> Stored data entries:
· · · · · · ·

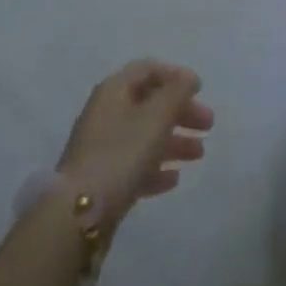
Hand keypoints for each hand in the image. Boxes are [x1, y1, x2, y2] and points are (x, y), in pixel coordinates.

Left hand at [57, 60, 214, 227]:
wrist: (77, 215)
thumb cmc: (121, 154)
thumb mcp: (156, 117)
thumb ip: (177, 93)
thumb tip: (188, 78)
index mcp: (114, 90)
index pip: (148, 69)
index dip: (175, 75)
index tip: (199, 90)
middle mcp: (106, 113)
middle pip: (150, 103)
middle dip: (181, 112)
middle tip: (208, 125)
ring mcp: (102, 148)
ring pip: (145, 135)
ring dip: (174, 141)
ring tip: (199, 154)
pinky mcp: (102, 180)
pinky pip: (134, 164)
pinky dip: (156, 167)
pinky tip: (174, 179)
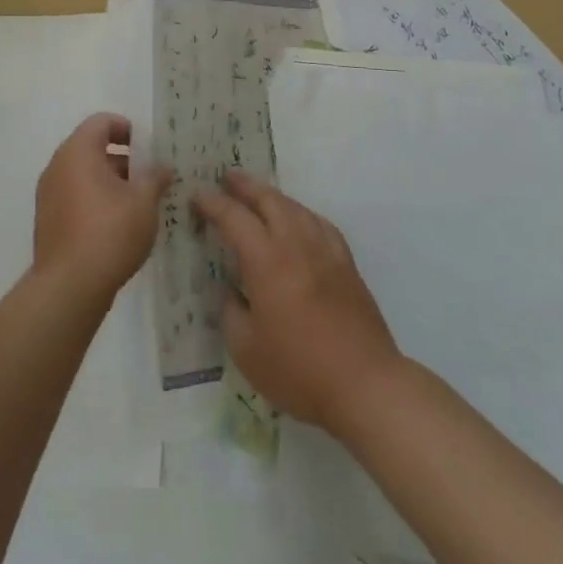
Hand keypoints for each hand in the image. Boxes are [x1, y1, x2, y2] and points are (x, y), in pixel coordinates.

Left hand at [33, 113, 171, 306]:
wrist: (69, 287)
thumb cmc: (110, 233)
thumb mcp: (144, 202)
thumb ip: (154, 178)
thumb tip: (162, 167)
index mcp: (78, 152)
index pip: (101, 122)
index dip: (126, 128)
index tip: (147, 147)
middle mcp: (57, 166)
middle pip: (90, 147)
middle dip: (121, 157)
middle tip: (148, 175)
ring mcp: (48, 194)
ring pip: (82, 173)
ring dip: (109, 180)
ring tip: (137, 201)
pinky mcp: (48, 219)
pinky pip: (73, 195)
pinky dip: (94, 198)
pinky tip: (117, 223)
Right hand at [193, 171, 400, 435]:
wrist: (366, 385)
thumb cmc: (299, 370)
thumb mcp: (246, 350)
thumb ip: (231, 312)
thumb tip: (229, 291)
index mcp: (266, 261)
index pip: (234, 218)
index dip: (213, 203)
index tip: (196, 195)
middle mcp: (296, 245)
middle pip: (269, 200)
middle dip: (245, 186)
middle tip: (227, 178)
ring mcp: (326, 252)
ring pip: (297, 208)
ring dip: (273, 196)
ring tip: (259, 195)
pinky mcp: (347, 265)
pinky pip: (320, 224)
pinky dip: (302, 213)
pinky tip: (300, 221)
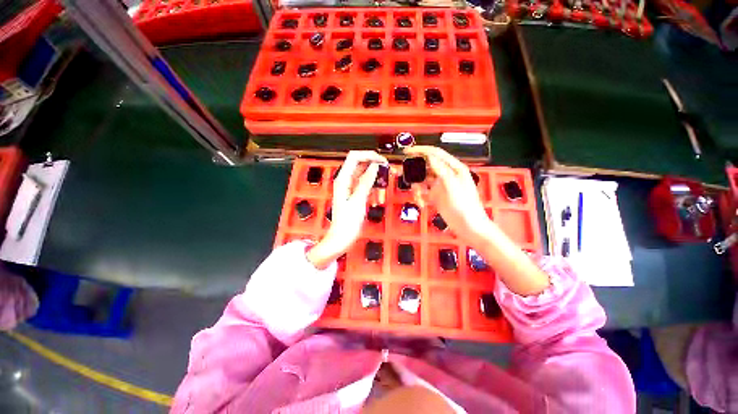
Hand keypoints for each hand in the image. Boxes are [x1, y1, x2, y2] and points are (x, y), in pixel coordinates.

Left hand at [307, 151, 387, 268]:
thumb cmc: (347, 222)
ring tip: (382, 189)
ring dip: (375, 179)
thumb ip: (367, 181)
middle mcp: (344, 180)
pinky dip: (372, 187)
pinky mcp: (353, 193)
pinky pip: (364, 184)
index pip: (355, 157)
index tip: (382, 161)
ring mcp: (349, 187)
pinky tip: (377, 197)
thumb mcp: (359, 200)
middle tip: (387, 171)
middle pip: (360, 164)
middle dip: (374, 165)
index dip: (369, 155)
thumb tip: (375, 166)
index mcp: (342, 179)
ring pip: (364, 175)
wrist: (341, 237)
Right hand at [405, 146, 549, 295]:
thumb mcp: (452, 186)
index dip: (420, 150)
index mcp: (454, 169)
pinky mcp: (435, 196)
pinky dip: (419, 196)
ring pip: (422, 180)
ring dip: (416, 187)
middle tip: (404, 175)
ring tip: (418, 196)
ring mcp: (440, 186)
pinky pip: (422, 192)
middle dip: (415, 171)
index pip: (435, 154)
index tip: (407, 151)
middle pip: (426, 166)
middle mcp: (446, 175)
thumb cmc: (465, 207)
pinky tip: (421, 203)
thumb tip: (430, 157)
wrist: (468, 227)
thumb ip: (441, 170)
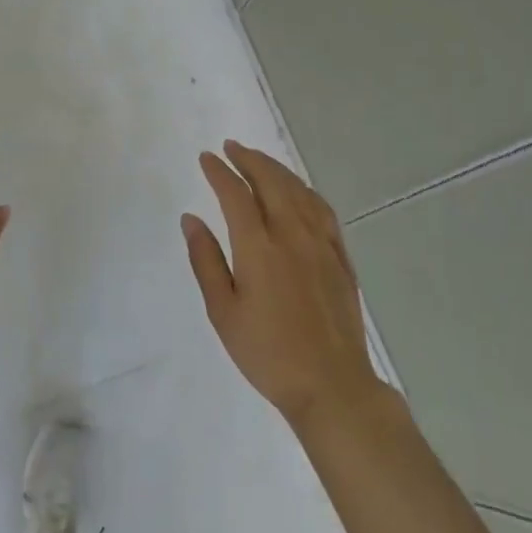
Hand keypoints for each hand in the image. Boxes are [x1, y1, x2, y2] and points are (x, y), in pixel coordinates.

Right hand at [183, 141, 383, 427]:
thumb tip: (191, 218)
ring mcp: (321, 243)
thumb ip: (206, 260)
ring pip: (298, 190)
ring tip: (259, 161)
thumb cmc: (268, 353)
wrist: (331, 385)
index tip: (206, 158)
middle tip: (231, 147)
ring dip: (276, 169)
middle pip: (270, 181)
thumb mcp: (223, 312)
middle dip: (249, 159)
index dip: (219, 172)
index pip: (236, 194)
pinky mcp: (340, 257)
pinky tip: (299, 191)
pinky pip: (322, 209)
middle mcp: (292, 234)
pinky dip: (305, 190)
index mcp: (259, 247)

· · · · · · ·

> What is expected: Whenever the word "wrist" shows up in a line of the entries, copy that line.

> Expected answer:
wrist: (77, 215)
wrist: (69, 287)
wrist: (366, 385)
wrist: (341, 237)
wrist: (468, 227)
wrist: (331, 385)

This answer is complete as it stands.